> [Task details]:
Each entry that follows is to be copied exactly, minus any pictures.

> [Dataset]:
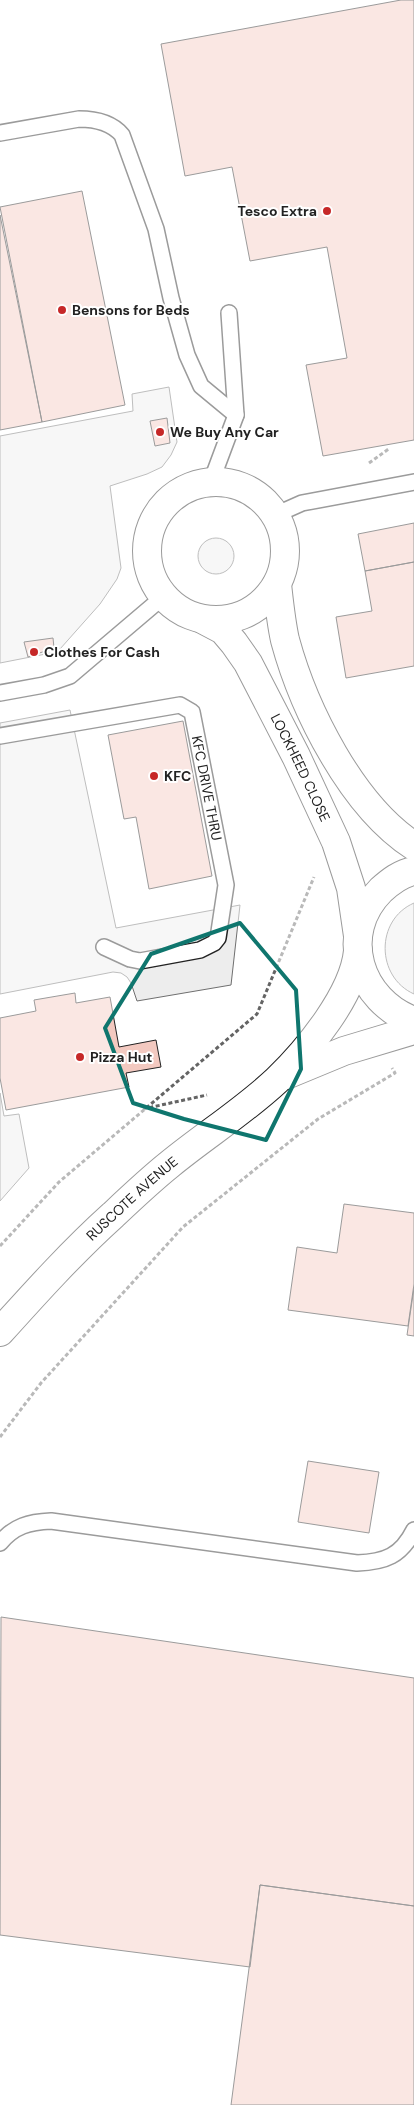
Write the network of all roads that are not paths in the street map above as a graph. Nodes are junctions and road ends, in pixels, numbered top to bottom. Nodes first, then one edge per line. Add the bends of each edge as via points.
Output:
1 (0, 134) edge
2 (229, 313) dead end
3 (236, 415) junction
4 (211, 482) junction
5 (414, 482) edge
6 (275, 515) junction
7 (277, 584) junction
8 (163, 597) junction
9 (204, 620) junction
10 (0, 693) edge
11 (0, 736) edge
12 (414, 846) edge
13 (414, 871) edge
14 (358, 944) junction
15 (104, 947) dead end
16 (414, 1021) edge
17 (414, 1030) edge
18 (277, 1080) junction
19 (0, 1332) edge
20 (414, 1530) edge
21 (0, 1543) edge

1 - 3 lane via 85,119 106,124 122,135 156,229 187,356 201,386
2 - 3 lane
3 - 4 lane
4 - 6 street via 230,483 248,489
4 - 8 street via 189,487 171,498 156,515 148,535 146,557
5 - 6 lane via 318,500
6 - 7 street via 284,537 285,553
7 - 9 street via 264,601 247,614 226,620
7 - 12 street via 285,639 309,704 325,736 367,801 394,831
8 - 9 street via 174,608
8 - 10 lane via 70,676 44,685
9 - 14 street, LOCKHEED CLOSE via 223,630 248,663 296,756 340,856 350,888
11 - 15 lane, KFC DRIVE THRU via 180,705 192,712 226,885 218,938 200,950 140,961
13 - 14 street, RUSCOTE AVENUE via 391,881 375,897 364,915
14 - 16 street, LOCKHEED CLOSE via 364,976 377,998 398,1015
14 - 18 street, RUSCOTE AVENUE via 356,967 342,998 316,1035
17 - 18 street, RUSCOTE AVENUE via 316,1061
18 - 19 street, RUSCOTE AVENUE via 168,1165 111,1216
20 - 21 lane via 401,1551 371,1562 357,1563 51,1521 29,1522 10,1532

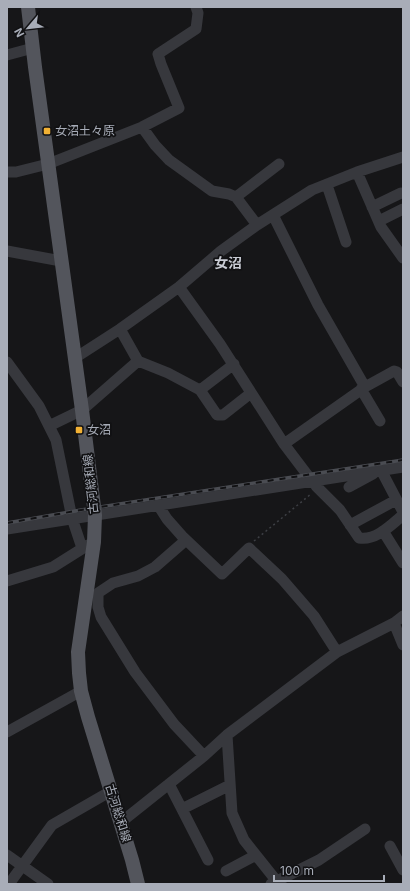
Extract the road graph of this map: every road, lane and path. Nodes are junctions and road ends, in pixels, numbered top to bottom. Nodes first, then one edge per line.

> [Task solution]:
Write the network of all roads that are not paths in the street map above as a graph. Nodes are junctions and road ends, in pixels, numbered top to bottom. Nodes first, then one edge per line. Add the bends of each edge as via points.
Output:
1 (0, 134) edge
2 (229, 313) dead end
3 (236, 415) junction
4 (211, 482) junction
5 (414, 482) edge
6 (275, 515) junction
7 (277, 584) junction
8 (163, 597) junction
9 (204, 620) junction
10 (0, 693) edge
11 (0, 736) edge
12 (414, 846) edge
13 (414, 871) edge
14 (358, 944) junction
15 (104, 947) dead end
16 (414, 1021) edge
17 (414, 1030) edge
18 (277, 1080) junction
19 (0, 1332) edge
20 (414, 1530) edge
21 (0, 1543) edge

1 - 3 lane via 85,119 106,124 122,135 156,229 187,356 201,386
2 - 3 lane
3 - 4 lane
4 - 6 street via 230,483 248,489
4 - 8 street via 189,487 171,498 156,515 148,535 146,557
5 - 6 lane via 318,500
6 - 7 street via 284,537 285,553
7 - 9 street via 264,601 247,614 226,620
7 - 12 street via 285,639 309,704 325,736 367,801 394,831
8 - 9 street via 174,608
8 - 10 lane via 70,676 44,685
9 - 14 street, LOCKHEED CLOSE via 223,630 248,663 296,756 340,856 350,888
11 - 15 lane, KFC DRIVE THRU via 180,705 192,712 226,885 218,938 200,950 140,961
13 - 14 street, RUSCOTE AVENUE via 391,881 375,897 364,915
14 - 16 street, LOCKHEED CLOSE via 364,976 377,998 398,1015
14 - 18 street, RUSCOTE AVENUE via 356,967 342,998 316,1035
17 - 18 street, RUSCOTE AVENUE via 316,1061
18 - 19 street, RUSCOTE AVENUE via 168,1165 111,1216
20 - 21 lane via 401,1551 371,1562 357,1563 51,1521 29,1522 10,1532

Extract the road graph of this map: every road, lane and path. Nodes are junctions and road ends, in pixels, numbered top to bottom. Nodes first, then one edge per line.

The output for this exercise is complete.